Once Endometriosis is diagnosed, confusion and uncertainty can follow regarding treatment or even non-treatment options. Many treatment options can have severe side effects both common and rare. Most doctors can give out informational pamphlets on these treatment options, however, if you're any thing like myself, you want to research these things on your own as well. I now take many medical decisions into my own hands (with the help of the internet and my Dr's resources).

I've read many different related stories by several people regarding the treatment of endometriosis. Some of which are horror stories about the effects of the treatment itself or the effects of hormone treatment on unborn fetuses, but almost all of the personal stories that I have read are truly inspiring or moving in some way.

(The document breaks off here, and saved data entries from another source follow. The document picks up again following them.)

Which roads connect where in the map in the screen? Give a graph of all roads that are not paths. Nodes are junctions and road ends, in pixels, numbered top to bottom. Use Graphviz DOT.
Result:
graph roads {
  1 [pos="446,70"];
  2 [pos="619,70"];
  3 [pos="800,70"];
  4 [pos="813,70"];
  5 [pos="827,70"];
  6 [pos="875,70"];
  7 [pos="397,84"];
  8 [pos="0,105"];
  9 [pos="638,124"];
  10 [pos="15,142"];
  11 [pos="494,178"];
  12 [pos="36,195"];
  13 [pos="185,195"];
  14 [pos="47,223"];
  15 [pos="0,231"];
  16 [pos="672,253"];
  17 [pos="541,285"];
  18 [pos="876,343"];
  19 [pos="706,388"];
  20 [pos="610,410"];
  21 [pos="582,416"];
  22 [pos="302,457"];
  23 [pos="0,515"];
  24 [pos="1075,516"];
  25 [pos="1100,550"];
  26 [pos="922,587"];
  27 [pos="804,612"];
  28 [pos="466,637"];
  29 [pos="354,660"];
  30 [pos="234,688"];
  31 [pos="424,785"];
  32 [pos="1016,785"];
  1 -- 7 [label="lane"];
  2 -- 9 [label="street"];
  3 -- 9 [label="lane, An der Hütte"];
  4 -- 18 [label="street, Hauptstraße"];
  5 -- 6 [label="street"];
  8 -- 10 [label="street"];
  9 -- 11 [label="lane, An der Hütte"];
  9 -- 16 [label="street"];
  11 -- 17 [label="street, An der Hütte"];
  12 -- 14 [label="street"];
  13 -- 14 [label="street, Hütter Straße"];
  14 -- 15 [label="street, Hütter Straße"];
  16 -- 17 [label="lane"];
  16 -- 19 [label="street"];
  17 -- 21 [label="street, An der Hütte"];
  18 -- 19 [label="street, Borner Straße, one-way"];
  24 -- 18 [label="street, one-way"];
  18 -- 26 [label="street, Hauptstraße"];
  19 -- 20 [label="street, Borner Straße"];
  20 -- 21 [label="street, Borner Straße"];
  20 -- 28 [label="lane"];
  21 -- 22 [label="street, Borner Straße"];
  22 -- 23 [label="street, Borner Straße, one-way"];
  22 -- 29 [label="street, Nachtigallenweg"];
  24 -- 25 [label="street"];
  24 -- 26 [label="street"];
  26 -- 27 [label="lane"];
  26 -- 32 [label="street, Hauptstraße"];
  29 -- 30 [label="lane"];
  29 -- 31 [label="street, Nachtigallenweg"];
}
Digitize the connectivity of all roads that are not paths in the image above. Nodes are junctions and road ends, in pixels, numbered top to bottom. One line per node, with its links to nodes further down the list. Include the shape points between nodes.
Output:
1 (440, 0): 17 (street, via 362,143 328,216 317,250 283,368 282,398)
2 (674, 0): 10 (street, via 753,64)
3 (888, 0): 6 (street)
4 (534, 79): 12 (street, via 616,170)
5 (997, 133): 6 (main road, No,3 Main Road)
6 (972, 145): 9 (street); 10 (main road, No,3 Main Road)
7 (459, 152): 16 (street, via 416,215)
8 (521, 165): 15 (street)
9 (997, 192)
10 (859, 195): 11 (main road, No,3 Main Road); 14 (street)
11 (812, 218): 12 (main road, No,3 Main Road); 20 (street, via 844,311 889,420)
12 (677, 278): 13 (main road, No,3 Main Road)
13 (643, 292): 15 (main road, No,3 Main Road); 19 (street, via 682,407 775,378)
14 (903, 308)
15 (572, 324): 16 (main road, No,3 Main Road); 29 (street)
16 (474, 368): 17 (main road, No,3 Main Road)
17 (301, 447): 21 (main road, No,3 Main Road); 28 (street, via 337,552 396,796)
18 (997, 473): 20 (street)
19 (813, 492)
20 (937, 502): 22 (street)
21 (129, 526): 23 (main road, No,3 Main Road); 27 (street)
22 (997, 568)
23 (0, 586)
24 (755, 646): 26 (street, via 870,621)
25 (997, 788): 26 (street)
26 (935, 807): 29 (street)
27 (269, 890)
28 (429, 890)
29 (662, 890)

As with any thing, each side effects of treatment should be weighed against the pain. Essentially, is it worth the relief and what relief can or will the treatment provide? I am currently receiving Lupron Depot injections. My Dr. has recommended that I undergo 6 months of this treatment after I decided to give it a try. So far so good. My pain has lessoned a great deal since I began the injections. Although, I experience severe hot flashes, mood swings, and chance a thinning of my bone structure, I feel that in my personal case the risk is worth it.

My relief will be for an indeterminable amount of time (even if for only the 6 months of treatment). Before treatment, I was in pain for 2-3 wks out of any given month. I've decided enough is enough.

I am no stranger to what chronic pain can do to a person’s life. My mother has Fibromyalgia. My mother and I share the commonality of being told that our pain is made up. My mom went to our old family physician for leg pain and came out with strong antidepressants! This type of behavior by physicians everywhere needs to end.

At one point, I was even told by my old physician that he didn’t understand why I kept coming in with all of this pelvic pain and bacterial infections, because after all, all women experience these things and don’t complain about it!

Worse yet, when my mother and I share these personal accounts with other people, we are treated as if we are crazy. As if there is not a doctor alive that would say or do such things.

In the spring of 2003, I woke up and could not see out of my left eye. I went to a doctor and went through several eye exams, peripheral vision tests, color tests, etc. My eye doctor couldn’t figure out what the problem was. He could tell that obviously my vision had deteriorated and that my peripheral vision was abnormal, but nothing else for sure. He then, thankfully, referred me to a neurologist.

The neurologist did an MRI of my eye and determined that for no reason my optic nerve was swelled in my left eye. I had optic neurosis (Apparently, I am not the only one. I found a question posted by some one with the same problem). The good news was that my vision would return to ‘almost normal.’ The bad news was that this condition is often a forerunner of neurological conditions such as MS. He explained that I have a 25 percent chance of developing Muscular Sclerosis in the future.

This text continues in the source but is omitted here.